Education leaders take aim at teachers

Some of the most innovative thinkers in education will present their views and findings at the Independent Education Union’s (IEU) Securing Our Future, Best Practice Induction and Mentoring Conference on 21-22 May.
Keynote speakers such as Dr Sean Kearney from the University of Notre Dame and associate professor, Philip Riley, from the Australian Catholic University, will discuss how the profession can better support early career teachers and their mentors.
Participants from around the country will attend the conference to hear academics and teachers from regional and urban Australia explore what best practice induction and mentoring for teachers should look like, and what can be done to improve it.
IEU General Secretary, John Quessy, said that despite improvements in conditions within the profession there is “still a long way to go” before teachers get the conditions and level of support they need.
“Some beginning teachers are having a rough ride, with no formal access to a mentor.

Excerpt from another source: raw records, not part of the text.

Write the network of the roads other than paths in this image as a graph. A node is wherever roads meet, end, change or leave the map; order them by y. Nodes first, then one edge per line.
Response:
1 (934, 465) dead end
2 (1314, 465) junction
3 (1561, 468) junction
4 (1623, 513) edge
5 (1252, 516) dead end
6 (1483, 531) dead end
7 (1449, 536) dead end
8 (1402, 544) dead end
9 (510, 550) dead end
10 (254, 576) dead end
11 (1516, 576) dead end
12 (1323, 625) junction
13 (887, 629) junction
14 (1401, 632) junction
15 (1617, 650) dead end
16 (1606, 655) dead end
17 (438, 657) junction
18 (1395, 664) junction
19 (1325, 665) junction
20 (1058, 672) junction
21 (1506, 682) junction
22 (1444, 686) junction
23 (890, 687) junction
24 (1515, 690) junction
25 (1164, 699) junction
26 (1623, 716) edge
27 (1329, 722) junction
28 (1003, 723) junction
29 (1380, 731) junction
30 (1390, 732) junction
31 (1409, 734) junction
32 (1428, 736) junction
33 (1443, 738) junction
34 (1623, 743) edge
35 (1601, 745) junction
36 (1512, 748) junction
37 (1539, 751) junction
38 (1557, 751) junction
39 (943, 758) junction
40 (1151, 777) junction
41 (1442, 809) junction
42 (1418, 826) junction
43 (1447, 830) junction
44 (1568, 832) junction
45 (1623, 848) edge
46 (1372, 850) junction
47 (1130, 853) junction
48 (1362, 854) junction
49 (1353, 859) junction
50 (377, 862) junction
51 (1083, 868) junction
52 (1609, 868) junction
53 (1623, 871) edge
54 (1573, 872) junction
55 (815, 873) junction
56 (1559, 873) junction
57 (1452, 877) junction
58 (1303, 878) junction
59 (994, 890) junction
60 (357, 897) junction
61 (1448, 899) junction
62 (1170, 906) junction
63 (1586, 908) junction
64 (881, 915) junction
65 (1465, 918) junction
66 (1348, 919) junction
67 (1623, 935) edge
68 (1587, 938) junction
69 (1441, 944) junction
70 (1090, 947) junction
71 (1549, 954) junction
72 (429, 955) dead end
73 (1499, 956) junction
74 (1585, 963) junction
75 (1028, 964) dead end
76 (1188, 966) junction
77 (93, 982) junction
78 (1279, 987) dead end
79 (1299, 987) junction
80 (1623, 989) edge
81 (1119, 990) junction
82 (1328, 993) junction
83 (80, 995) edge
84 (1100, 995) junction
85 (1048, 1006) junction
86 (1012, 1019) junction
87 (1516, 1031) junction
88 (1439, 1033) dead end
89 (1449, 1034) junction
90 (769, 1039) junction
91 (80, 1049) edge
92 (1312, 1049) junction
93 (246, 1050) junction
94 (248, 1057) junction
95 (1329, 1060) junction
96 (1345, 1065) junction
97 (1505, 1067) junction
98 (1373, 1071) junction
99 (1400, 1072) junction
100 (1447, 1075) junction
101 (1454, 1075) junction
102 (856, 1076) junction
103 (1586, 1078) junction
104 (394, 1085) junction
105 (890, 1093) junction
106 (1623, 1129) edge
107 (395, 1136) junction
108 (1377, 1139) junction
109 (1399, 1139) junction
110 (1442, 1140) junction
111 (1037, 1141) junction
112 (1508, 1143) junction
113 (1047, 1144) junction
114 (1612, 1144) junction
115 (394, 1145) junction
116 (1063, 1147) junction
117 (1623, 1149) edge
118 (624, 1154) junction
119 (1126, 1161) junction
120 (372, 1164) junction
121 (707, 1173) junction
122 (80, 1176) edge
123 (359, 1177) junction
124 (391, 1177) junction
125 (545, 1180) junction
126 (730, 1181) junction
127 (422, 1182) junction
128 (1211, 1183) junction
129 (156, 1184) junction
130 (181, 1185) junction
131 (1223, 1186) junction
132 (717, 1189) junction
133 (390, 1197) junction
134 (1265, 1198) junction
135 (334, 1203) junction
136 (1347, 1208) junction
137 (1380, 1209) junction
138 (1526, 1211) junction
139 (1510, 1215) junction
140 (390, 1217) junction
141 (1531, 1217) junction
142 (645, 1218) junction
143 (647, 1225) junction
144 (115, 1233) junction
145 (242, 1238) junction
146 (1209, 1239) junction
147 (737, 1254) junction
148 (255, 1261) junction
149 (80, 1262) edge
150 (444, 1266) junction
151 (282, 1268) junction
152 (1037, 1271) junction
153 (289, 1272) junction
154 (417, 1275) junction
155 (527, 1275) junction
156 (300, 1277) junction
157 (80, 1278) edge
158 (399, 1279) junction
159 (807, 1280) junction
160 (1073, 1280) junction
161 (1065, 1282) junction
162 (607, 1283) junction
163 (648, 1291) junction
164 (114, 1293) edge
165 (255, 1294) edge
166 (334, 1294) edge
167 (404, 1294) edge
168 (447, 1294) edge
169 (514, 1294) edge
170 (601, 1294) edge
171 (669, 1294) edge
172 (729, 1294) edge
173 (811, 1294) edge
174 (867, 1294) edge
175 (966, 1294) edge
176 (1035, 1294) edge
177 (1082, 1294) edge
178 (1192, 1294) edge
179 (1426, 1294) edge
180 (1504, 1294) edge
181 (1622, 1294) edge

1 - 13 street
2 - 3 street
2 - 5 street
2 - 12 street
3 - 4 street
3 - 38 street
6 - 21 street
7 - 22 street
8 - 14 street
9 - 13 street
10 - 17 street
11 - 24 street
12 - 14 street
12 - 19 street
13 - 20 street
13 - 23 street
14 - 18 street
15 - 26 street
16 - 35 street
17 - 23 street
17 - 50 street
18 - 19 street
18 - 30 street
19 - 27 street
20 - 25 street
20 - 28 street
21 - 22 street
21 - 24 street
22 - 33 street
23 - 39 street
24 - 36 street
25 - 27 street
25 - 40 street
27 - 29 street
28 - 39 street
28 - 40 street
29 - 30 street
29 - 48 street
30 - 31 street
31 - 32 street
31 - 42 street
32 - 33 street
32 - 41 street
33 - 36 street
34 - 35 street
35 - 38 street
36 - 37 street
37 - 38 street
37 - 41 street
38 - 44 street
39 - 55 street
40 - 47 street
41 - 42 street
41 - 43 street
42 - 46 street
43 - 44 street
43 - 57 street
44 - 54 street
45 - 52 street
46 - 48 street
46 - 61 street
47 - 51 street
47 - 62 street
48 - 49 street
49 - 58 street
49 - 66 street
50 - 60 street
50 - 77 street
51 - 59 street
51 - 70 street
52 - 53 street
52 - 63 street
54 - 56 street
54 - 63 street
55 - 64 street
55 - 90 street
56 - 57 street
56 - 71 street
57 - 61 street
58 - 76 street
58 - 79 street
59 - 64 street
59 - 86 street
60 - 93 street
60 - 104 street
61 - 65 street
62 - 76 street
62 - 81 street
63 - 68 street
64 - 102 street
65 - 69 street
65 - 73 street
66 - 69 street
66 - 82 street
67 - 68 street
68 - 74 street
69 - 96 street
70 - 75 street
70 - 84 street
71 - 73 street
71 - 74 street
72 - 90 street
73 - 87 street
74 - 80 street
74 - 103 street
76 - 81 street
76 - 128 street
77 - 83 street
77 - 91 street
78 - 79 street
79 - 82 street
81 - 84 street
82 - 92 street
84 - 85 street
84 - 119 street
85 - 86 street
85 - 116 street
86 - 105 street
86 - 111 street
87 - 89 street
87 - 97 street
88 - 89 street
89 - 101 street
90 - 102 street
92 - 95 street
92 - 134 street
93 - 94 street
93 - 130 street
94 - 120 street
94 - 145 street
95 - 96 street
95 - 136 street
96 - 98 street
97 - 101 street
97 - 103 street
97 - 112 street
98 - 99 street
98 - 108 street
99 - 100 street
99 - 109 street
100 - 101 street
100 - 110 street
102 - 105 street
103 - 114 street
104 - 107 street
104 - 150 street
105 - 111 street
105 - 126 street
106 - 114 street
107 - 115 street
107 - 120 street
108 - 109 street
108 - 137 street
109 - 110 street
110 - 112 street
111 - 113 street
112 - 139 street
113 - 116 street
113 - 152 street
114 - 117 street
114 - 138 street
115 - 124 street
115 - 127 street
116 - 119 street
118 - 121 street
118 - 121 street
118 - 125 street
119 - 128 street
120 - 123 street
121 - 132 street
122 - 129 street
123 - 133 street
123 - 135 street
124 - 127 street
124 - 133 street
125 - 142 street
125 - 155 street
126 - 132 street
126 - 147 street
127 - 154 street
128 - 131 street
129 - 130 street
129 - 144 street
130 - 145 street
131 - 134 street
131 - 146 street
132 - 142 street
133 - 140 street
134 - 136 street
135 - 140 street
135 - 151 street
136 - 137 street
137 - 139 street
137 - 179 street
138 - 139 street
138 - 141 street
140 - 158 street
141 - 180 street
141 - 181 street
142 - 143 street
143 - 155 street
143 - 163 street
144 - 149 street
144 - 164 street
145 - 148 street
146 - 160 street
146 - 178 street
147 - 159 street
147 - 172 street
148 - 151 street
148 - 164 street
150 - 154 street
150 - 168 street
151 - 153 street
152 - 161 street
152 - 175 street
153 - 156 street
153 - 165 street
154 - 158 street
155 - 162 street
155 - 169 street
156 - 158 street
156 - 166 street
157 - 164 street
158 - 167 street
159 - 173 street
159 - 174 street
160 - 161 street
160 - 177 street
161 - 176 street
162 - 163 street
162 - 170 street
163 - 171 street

We’ve come a long way since teachers were simply given the key to the classroom and expected to get on with it, but we still have a way to go,” Quessy said.
“It is crucial that as a union we support improving conditions and practice for the benefits of the profession, and the community at large. This conference reflects the union’s commitment to the profession and its practitioners now and in the future.”
IEU professional officer, Amy Cotton, said the IEU was lobbying hard for more support from government to provide better training for new teachers.
“This presents more challenges, as many early childhood teachers work alone in centers, minimising their chance of being mentored by an experienced teacher. We’re going to discuss solutions to this problem,” Cotton said.